§ Work request
Pictures aside, write out the data exactly as it reads.

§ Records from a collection
-=-=-=-=-
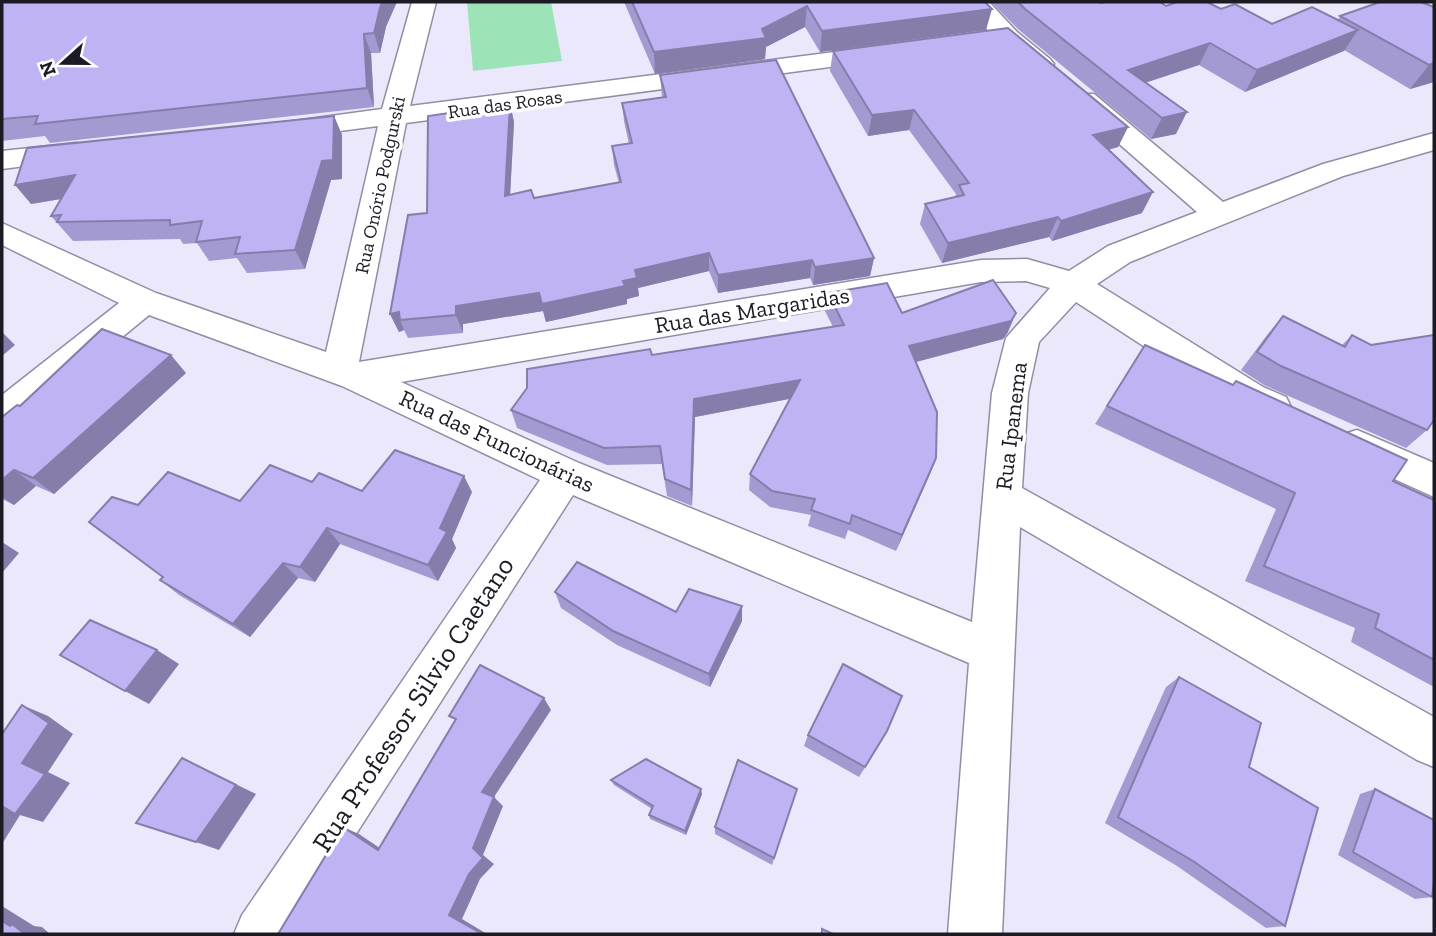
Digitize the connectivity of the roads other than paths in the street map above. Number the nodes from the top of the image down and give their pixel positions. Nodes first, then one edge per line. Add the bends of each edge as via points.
1 (424, 2) edge
2 (977, 2) edge
3 (1008, 37) junction
4 (980, 40) edge
5 (912, 49) edge
6 (393, 119) junction
7 (258, 133) edge
8 (1434, 141) edge
9 (96, 150) edge
10 (2, 160) edge
11 (1219, 215) junction
12 (2, 233) edge
13 (1073, 284) junction
14 (144, 301) junction
15 (347, 373) junction
16 (2, 415) edge
17 (565, 474) junction
18 (1434, 481) edge
19 (1002, 496) junction
20 (992, 651) junction
21 (1434, 744) edge
22 (261, 934) edge
23 (975, 934) edge

1 - 6 street, Rua Onório Podgurski
2 - 3 street
3 - 4 street
3 - 11 street
5 - 6 street, Rua das Rosas
6 - 7 street, Rua das Rosas
6 - 15 street, Rua Onório Podgurski
8 - 11 street, Rua Ipanema via 1333,170
9 - 10 street
11 - 13 street, Rua Ipanema via 1119,254
12 - 14 street, Rua das Funcionárias
13 - 15 street, Rua das Margaridas via 1027,270 981,271
13 - 18 street, Rua das Margaridas via 1250,397
13 - 19 street, Rua Ipanema via 1023,338 1010,393
14 - 15 street, Rua das Funcionárias
14 - 16 street
15 - 17 street, Rua das Funcionárias
17 - 20 street, Rua das Funcionárias
17 - 22 street, Rua Professor Silvio Caetano
19 - 20 street, Rua Ipanema
19 - 21 street
20 - 23 street, Rua Ipanema

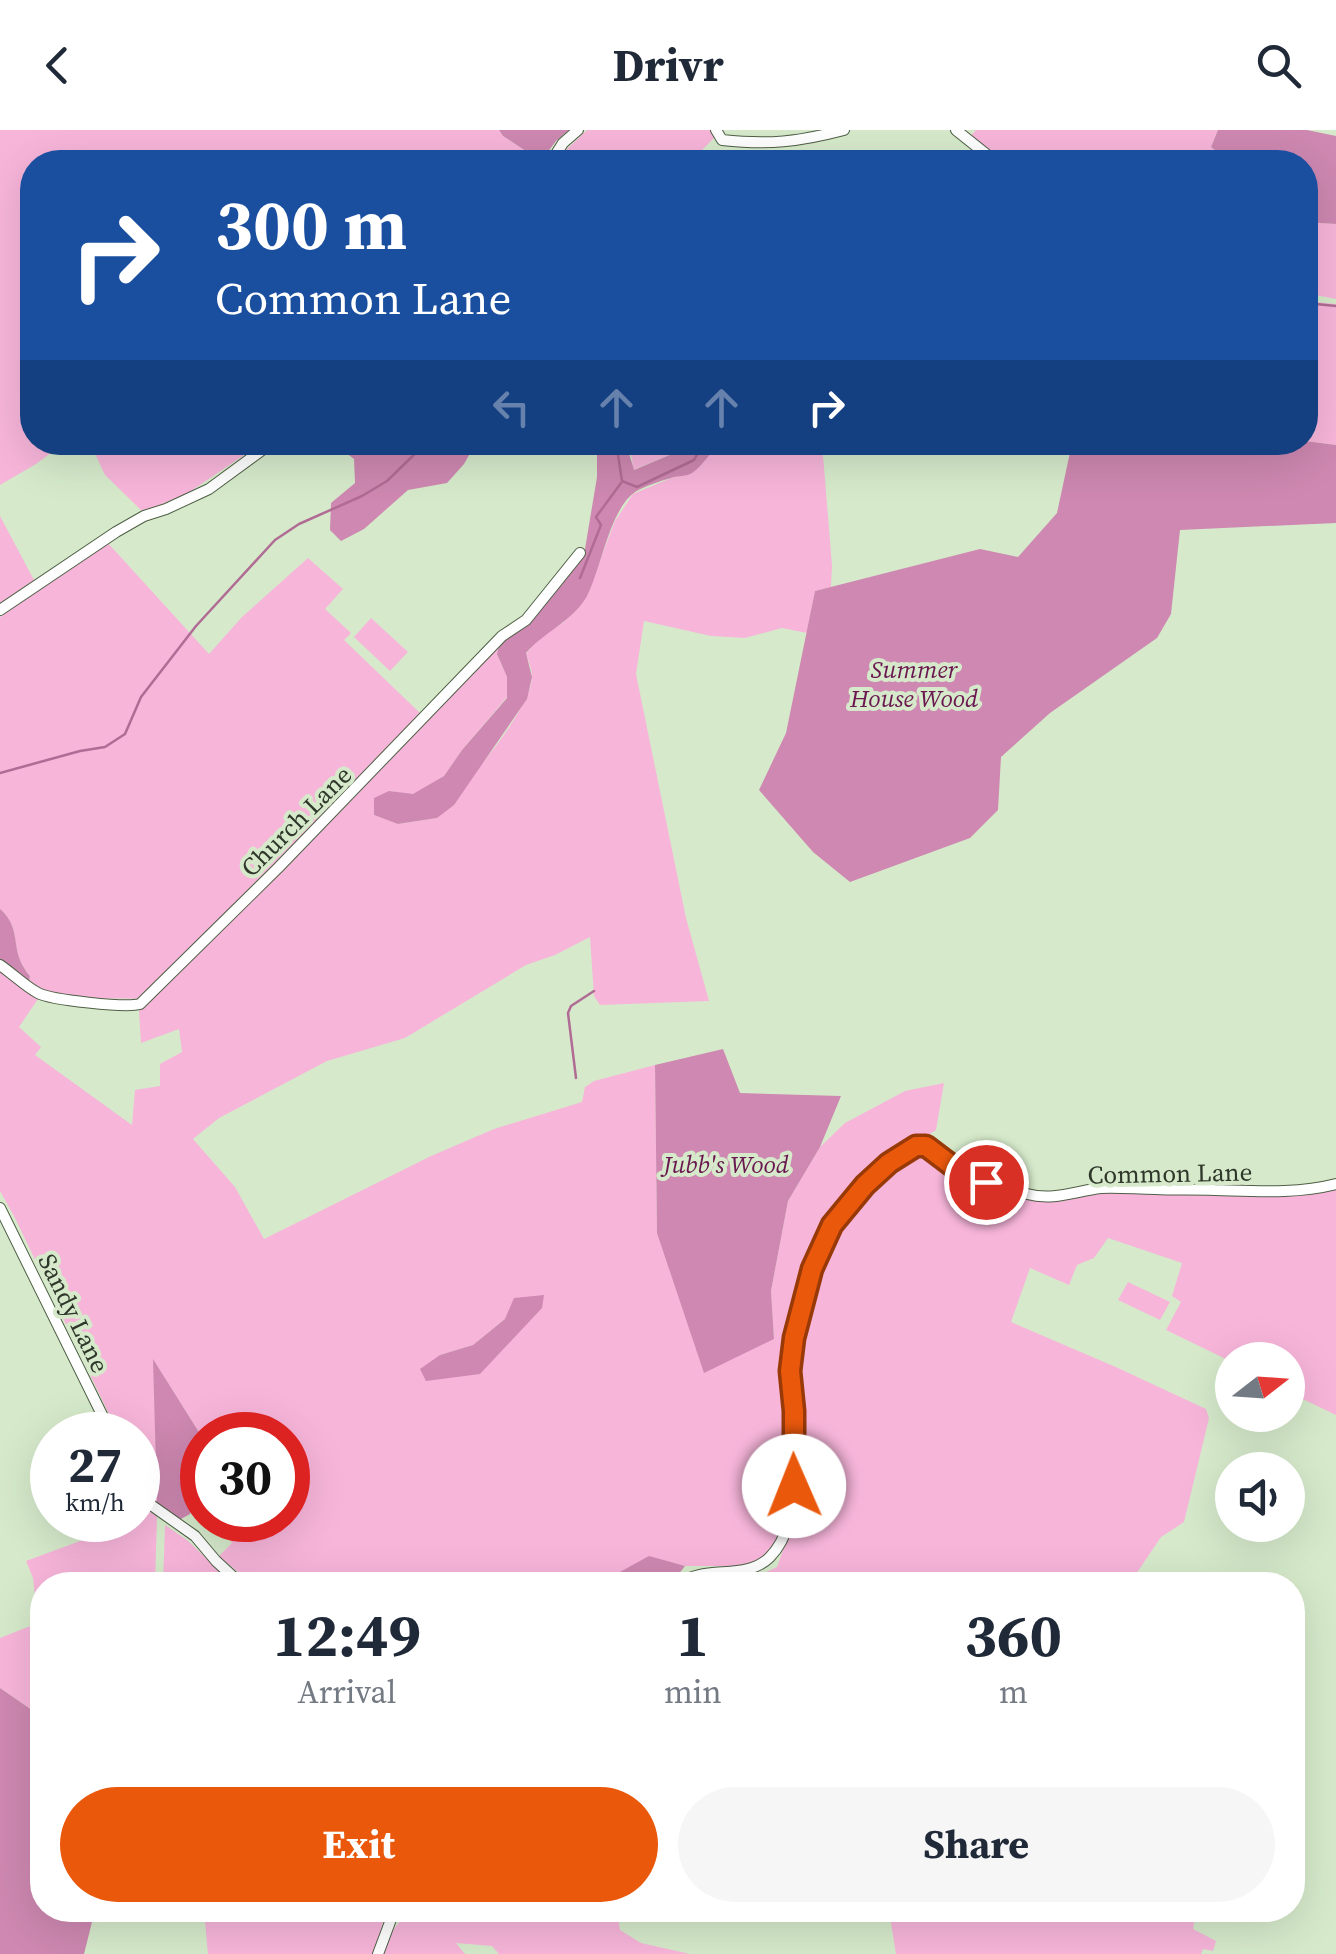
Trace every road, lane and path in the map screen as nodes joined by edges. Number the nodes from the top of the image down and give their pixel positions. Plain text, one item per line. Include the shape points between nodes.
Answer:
1 (578, 130) edge
2 (716, 130) edge
3 (844, 130) edge
4 (956, 130) edge
5 (559, 150) edge
6 (981, 150) edge
7 (255, 455) edge
8 (580, 554) dead end
9 (0, 610) edge
10 (0, 965) edge
11 (1336, 1184) edge
12 (0, 1208) edge
13 (101, 1412) edge
14 (160, 1511) edge
15 (228, 1572) edge
16 (721, 1572) edge
17 (390, 1922) edge
18 (378, 1954) edge

1 - 5 street
2 - 3 street via 722,140 760,144
4 - 6 street
7 - 9 street via 208,488 116,532
8 - 10 street, Church Lane via 526,620 502,636 140,1004 41,995
11 - 16 street, Common Lane via 1264,1192 1100,1188 1051,1198 963,1174 926,1146 908,1151 846,1207 812,1269 790,1371 794,1486 779,1546 761,1565
12 - 13 street, Sandy Lane
14 - 15 street
17 - 18 street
-=-=-=-=-
§ Your response
Digitize the connectivity of the roads other than paths in the street map above. Number the nodes from the top of the image down and give their pixel positions. Nodes first, then one edge per line. Add the bends of each edge as via points.
1 (424, 2) edge
2 (977, 2) edge
3 (1008, 37) junction
4 (980, 40) edge
5 (912, 49) edge
6 (393, 119) junction
7 (258, 133) edge
8 (1434, 141) edge
9 (96, 150) edge
10 (2, 160) edge
11 (1219, 215) junction
12 (2, 233) edge
13 (1073, 284) junction
14 (144, 301) junction
15 (347, 373) junction
16 (2, 415) edge
17 (565, 474) junction
18 (1434, 481) edge
19 (1002, 496) junction
20 (992, 651) junction
21 (1434, 744) edge
22 (261, 934) edge
23 (975, 934) edge

1 - 6 street, Rua Onório Podgurski
2 - 3 street
3 - 4 street
3 - 11 street
5 - 6 street, Rua das Rosas
6 - 7 street, Rua das Rosas
6 - 15 street, Rua Onório Podgurski
8 - 11 street, Rua Ipanema via 1333,170
9 - 10 street
11 - 13 street, Rua Ipanema via 1119,254
12 - 14 street, Rua das Funcionárias
13 - 15 street, Rua das Margaridas via 1027,270 981,271
13 - 18 street, Rua das Margaridas via 1250,397
13 - 19 street, Rua Ipanema via 1023,338 1010,393
14 - 15 street, Rua das Funcionárias
14 - 16 street
15 - 17 street, Rua das Funcionárias
17 - 20 street, Rua das Funcionárias
17 - 22 street, Rua Professor Silvio Caetano
19 - 20 street, Rua Ipanema
19 - 21 street
20 - 23 street, Rua Ipanema

Trace every road, lane and path in the map screen as nodes joined by edges. Number the nodes from the top of the image down and give their pixel positions. Plain text, one item per line. Include the shape points between nodes.
Answer:
1 (578, 130) edge
2 (716, 130) edge
3 (844, 130) edge
4 (956, 130) edge
5 (559, 150) edge
6 (981, 150) edge
7 (255, 455) edge
8 (580, 554) dead end
9 (0, 610) edge
10 (0, 965) edge
11 (1336, 1184) edge
12 (0, 1208) edge
13 (101, 1412) edge
14 (160, 1511) edge
15 (228, 1572) edge
16 (721, 1572) edge
17 (390, 1922) edge
18 (378, 1954) edge

1 - 5 street
2 - 3 street via 722,140 760,144
4 - 6 street
7 - 9 street via 208,488 116,532
8 - 10 street, Church Lane via 526,620 502,636 140,1004 41,995
11 - 16 street, Common Lane via 1264,1192 1100,1188 1051,1198 963,1174 926,1146 908,1151 846,1207 812,1269 790,1371 794,1486 779,1546 761,1565
12 - 13 street, Sandy Lane
14 - 15 street
17 - 18 street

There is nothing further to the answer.